### Work item
Would you please repeat all of the data exactly, omitting the pictures?

Collected data entries:
——————
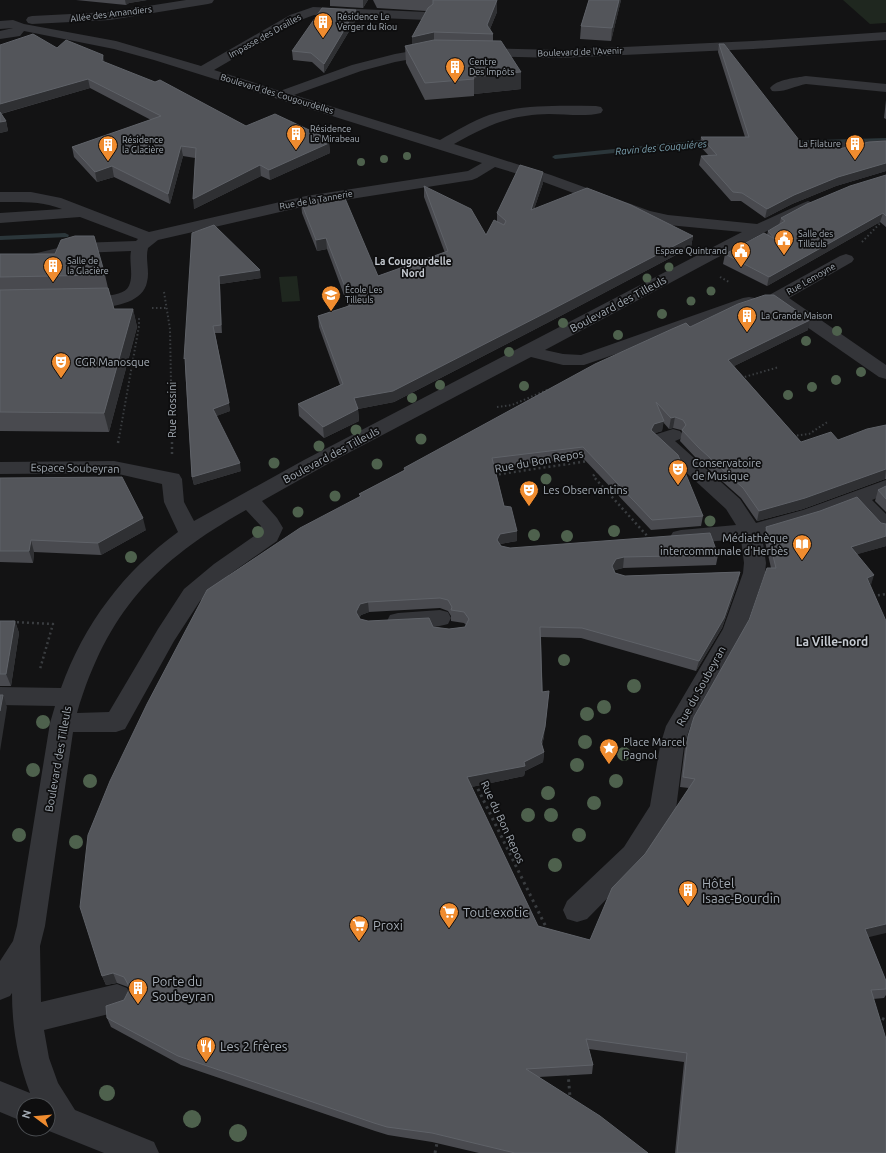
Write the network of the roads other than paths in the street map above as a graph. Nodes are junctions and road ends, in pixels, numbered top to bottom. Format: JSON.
{"nodes":[{"id":1,"x":208,"y":0,"type":"edge"},
{"id":2,"x":426,"y":16,"type":"edge"},
{"id":3,"x":6,"y":29,"type":"edge"},
{"id":4,"x":886,"y":36,"type":"edge"},
{"id":5,"x":447,"y":51,"type":"edge"},
{"id":6,"x":469,"y":51,"type":"edge"},
{"id":7,"x":202,"y":71,"type":"junction"},
{"id":8,"x":778,"y":88,"type":"dead end"},
{"id":9,"x":886,"y":88,"type":"edge"},
{"id":10,"x":281,"y":95,"type":"junction"},
{"id":11,"x":596,"y":110,"type":"dead end"},
{"id":12,"x":886,"y":144,"type":"edge"},
{"id":13,"x":442,"y":145,"type":"junction"},
{"id":14,"x":805,"y":148,"type":"edge"},
{"id":15,"x":493,"y":162,"type":"junction"},
{"id":16,"x":0,"y":197,"type":"edge"},
{"id":17,"x":823,"y":198,"type":"edge"},
{"id":18,"x":84,"y":212,"type":"junction"},
{"id":19,"x":0,"y":218,"type":"edge"},
{"id":20,"x":668,"y":220,"type":"junction"},
{"id":21,"x":759,"y":229,"type":"junction"},
{"id":22,"x":145,"y":242,"type":"junction"},
{"id":23,"x":716,"y":253,"type":"junction"},
{"id":24,"x":846,"y":259,"type":"road end"},
{"id":25,"x":0,"y":264,"type":"edge"},
{"id":26,"x":777,"y":298,"type":"junction"},
{"id":27,"x":68,"y":301,"type":"edge"},
{"id":28,"x":529,"y":351,"type":"junction"},
{"id":29,"x":886,"y":373,"type":"edge"},
{"id":30,"x":673,"y":435,"type":"dead end"},
{"id":31,"x":0,"y":468,"type":"edge"},
{"id":32,"x":886,"y":487,"type":"edge"},
{"id":33,"x":858,"y":498,"type":"junction"},
{"id":34,"x":248,"y":499,"type":"junction"},
{"id":35,"x":886,"y":527,"type":"edge"},
{"id":36,"x":751,"y":531,"type":"junction"},
{"id":37,"x":190,"y":534,"type":"junction"},
{"id":38,"x":651,"y":539,"type":"edge"},
{"id":39,"x":377,"y":622,"type":"edge"},
{"id":40,"x":446,"y":626,"type":"dead end"},
{"id":41,"x":0,"y":696,"type":"edge"},
{"id":42,"x":70,"y":697,"type":"junction"},
{"id":43,"x":62,"y":723,"type":"junction"},
{"id":44,"x":577,"y":910,"type":"dead end"},
{"id":45,"x":26,"y":946,"type":"junction"},
{"id":46,"x":0,"y":986,"type":"edge"},
{"id":47,"x":117,"y":998,"type":"dead end"},
{"id":48,"x":28,"y":1020,"type":"junction"},
{"id":49,"x":0,"y":1096,"type":"edge"},
{"id":50,"x":47,"y":1097,"type":"edge"},
{"id":51,"x":16,"y":1103,"type":"edge"},
{"id":52,"x":56,"y":1118,"type":"edge"},
{"id":53,"x":143,"y":1153,"type":"edge"}],
"edges":[{"from":1,"to":3,"type":"street","name":"Allée des Amandiers"},
{"from":2,"to":7,"type":"street","name":"Impasse des Drailles"},
{"from":3,"to":7,"type":"street","name":"Boulevard des Cougourdelles"},
{"from":4,"to":6,"type":"street","name":"Boulevard de l'Avenir"},
{"from":5,"to":10,"type":"street"},
{"from":7,"to":10,"type":"street","name":"Boulevard des Cougourdelles"},
{"from":8,"to":9,"type":"street"},
{"from":10,"to":13,"type":"street","name":"Boulevard des Cougourdelles"},
{"from":11,"to":13,"type":"street"},
{"from":12,"to":14,"type":"street"},
{"from":13,"to":15,"type":"street","name":"Boulevard des Cougourdelles"},
{"from":15,"to":20,"type":"street"},
{"from":15,"to":22,"type":"street","name":"Rue de la Tannerie"},
{"from":16,"to":18,"type":"street"},
{"from":17,"to":21,"type":"street","name":"Boulevard des Tilleuls"},
{"from":18,"to":19,"type":"street"},
{"from":18,"to":22,"type":"street"},
{"from":20,"to":21,"type":"street"},
{"from":20,"to":23,"type":"street"},
{"from":21,"to":23,"type":"street","name":"Boulevard des Tilleuls"},
{"from":22,"to":25,"type":"street","name":"Rue de la Tannerie"},
{"from":22,"to":27,"type":"street"},
{"from":23,"to":28,"type":"street","name":"Boulevard des Tilleuls"},
{"from":24,"to":26,"type":"street","name":"Rue Lemoyne"},
{"from":26,"to":28,"type":"street"},
{"from":26,"to":29,"type":"street","name":"Rue Lemoyne"},
{"from":28,"to":34,"type":"street","name":"Boulevard des Tilleuls"},
{"from":30,"to":36,"type":"street"},
{"from":31,"to":37,"type":"street","name":"Espace Soubeyran"},
{"from":32,"to":33,"type":"street"},
{"from":33,"to":35,"type":"street"},
{"from":33,"to":36,"type":"street"},
{"from":34,"to":37,"type":"street","name":"Boulevard des Tilleuls"},
{"from":34,"to":43,"type":"street"},
{"from":36,"to":38,"type":"street"},
{"from":36,"to":44,"type":"street","name":"Rue du Soubeyran"},
{"from":37,"to":42,"type":"street","name":"Boulevard des Tilleuls"},
{"from":39,"to":40,"type":"street"},
{"from":41,"to":42,"type":"street"},
{"from":42,"to":43,"type":"street","name":"Boulevard des Tilleuls"},
{"from":43,"to":45,"type":"street","name":"Boulevard des Tilleuls"},
{"from":45,"to":46,"type":"street"},
{"from":45,"to":48,"type":"street"},
{"from":47,"to":48,"type":"street"},
{"from":48,"to":50,"type":"street"},
{"from":49,"to":51,"type":"street"},
{"from":52,"to":53,"type":"street"}]}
——————
### Solution below
Write the network of the roads other than paths in the street map above as a graph. Nodes are junctions and road ends, in pixels, numbered top to bottom. Format: JSON.
{"nodes":[{"id":1,"x":208,"y":0,"type":"edge"},
{"id":2,"x":426,"y":16,"type":"edge"},
{"id":3,"x":6,"y":29,"type":"edge"},
{"id":4,"x":886,"y":36,"type":"edge"},
{"id":5,"x":447,"y":51,"type":"edge"},
{"id":6,"x":469,"y":51,"type":"edge"},
{"id":7,"x":202,"y":71,"type":"junction"},
{"id":8,"x":778,"y":88,"type":"dead end"},
{"id":9,"x":886,"y":88,"type":"edge"},
{"id":10,"x":281,"y":95,"type":"junction"},
{"id":11,"x":596,"y":110,"type":"dead end"},
{"id":12,"x":886,"y":144,"type":"edge"},
{"id":13,"x":442,"y":145,"type":"junction"},
{"id":14,"x":805,"y":148,"type":"edge"},
{"id":15,"x":493,"y":162,"type":"junction"},
{"id":16,"x":0,"y":197,"type":"edge"},
{"id":17,"x":823,"y":198,"type":"edge"},
{"id":18,"x":84,"y":212,"type":"junction"},
{"id":19,"x":0,"y":218,"type":"edge"},
{"id":20,"x":668,"y":220,"type":"junction"},
{"id":21,"x":759,"y":229,"type":"junction"},
{"id":22,"x":145,"y":242,"type":"junction"},
{"id":23,"x":716,"y":253,"type":"junction"},
{"id":24,"x":846,"y":259,"type":"road end"},
{"id":25,"x":0,"y":264,"type":"edge"},
{"id":26,"x":777,"y":298,"type":"junction"},
{"id":27,"x":68,"y":301,"type":"edge"},
{"id":28,"x":529,"y":351,"type":"junction"},
{"id":29,"x":886,"y":373,"type":"edge"},
{"id":30,"x":673,"y":435,"type":"dead end"},
{"id":31,"x":0,"y":468,"type":"edge"},
{"id":32,"x":886,"y":487,"type":"edge"},
{"id":33,"x":858,"y":498,"type":"junction"},
{"id":34,"x":248,"y":499,"type":"junction"},
{"id":35,"x":886,"y":527,"type":"edge"},
{"id":36,"x":751,"y":531,"type":"junction"},
{"id":37,"x":190,"y":534,"type":"junction"},
{"id":38,"x":651,"y":539,"type":"edge"},
{"id":39,"x":377,"y":622,"type":"edge"},
{"id":40,"x":446,"y":626,"type":"dead end"},
{"id":41,"x":0,"y":696,"type":"edge"},
{"id":42,"x":70,"y":697,"type":"junction"},
{"id":43,"x":62,"y":723,"type":"junction"},
{"id":44,"x":577,"y":910,"type":"dead end"},
{"id":45,"x":26,"y":946,"type":"junction"},
{"id":46,"x":0,"y":986,"type":"edge"},
{"id":47,"x":117,"y":998,"type":"dead end"},
{"id":48,"x":28,"y":1020,"type":"junction"},
{"id":49,"x":0,"y":1096,"type":"edge"},
{"id":50,"x":47,"y":1097,"type":"edge"},
{"id":51,"x":16,"y":1103,"type":"edge"},
{"id":52,"x":56,"y":1118,"type":"edge"},
{"id":53,"x":143,"y":1153,"type":"edge"}],
"edges":[{"from":1,"to":3,"type":"street","name":"Allée des Amandiers"},
{"from":2,"to":7,"type":"street","name":"Impasse des Drailles"},
{"from":3,"to":7,"type":"street","name":"Boulevard des Cougourdelles"},
{"from":4,"to":6,"type":"street","name":"Boulevard de l'Avenir"},
{"from":5,"to":10,"type":"street"},
{"from":7,"to":10,"type":"street","name":"Boulevard des Cougourdelles"},
{"from":8,"to":9,"type":"street"},
{"from":10,"to":13,"type":"street","name":"Boulevard des Cougourdelles"},
{"from":11,"to":13,"type":"street"},
{"from":12,"to":14,"type":"street"},
{"from":13,"to":15,"type":"street","name":"Boulevard des Cougourdelles"},
{"from":15,"to":20,"type":"street"},
{"from":15,"to":22,"type":"street","name":"Rue de la Tannerie"},
{"from":16,"to":18,"type":"street"},
{"from":17,"to":21,"type":"street","name":"Boulevard des Tilleuls"},
{"from":18,"to":19,"type":"street"},
{"from":18,"to":22,"type":"street"},
{"from":20,"to":21,"type":"street"},
{"from":20,"to":23,"type":"street"},
{"from":21,"to":23,"type":"street","name":"Boulevard des Tilleuls"},
{"from":22,"to":25,"type":"street","name":"Rue de la Tannerie"},
{"from":22,"to":27,"type":"street"},
{"from":23,"to":28,"type":"street","name":"Boulevard des Tilleuls"},
{"from":24,"to":26,"type":"street","name":"Rue Lemoyne"},
{"from":26,"to":28,"type":"street"},
{"from":26,"to":29,"type":"street","name":"Rue Lemoyne"},
{"from":28,"to":34,"type":"street","name":"Boulevard des Tilleuls"},
{"from":30,"to":36,"type":"street"},
{"from":31,"to":37,"type":"street","name":"Espace Soubeyran"},
{"from":32,"to":33,"type":"street"},
{"from":33,"to":35,"type":"street"},
{"from":33,"to":36,"type":"street"},
{"from":34,"to":37,"type":"street","name":"Boulevard des Tilleuls"},
{"from":34,"to":43,"type":"street"},
{"from":36,"to":38,"type":"street"},
{"from":36,"to":44,"type":"street","name":"Rue du Soubeyran"},
{"from":37,"to":42,"type":"street","name":"Boulevard des Tilleuls"},
{"from":39,"to":40,"type":"street"},
{"from":41,"to":42,"type":"street"},
{"from":42,"to":43,"type":"street","name":"Boulevard des Tilleuls"},
{"from":43,"to":45,"type":"street","name":"Boulevard des Tilleuls"},
{"from":45,"to":46,"type":"street"},
{"from":45,"to":48,"type":"street"},
{"from":47,"to":48,"type":"street"},
{"from":48,"to":50,"type":"street"},
{"from":49,"to":51,"type":"street"},
{"from":52,"to":53,"type":"street"}]}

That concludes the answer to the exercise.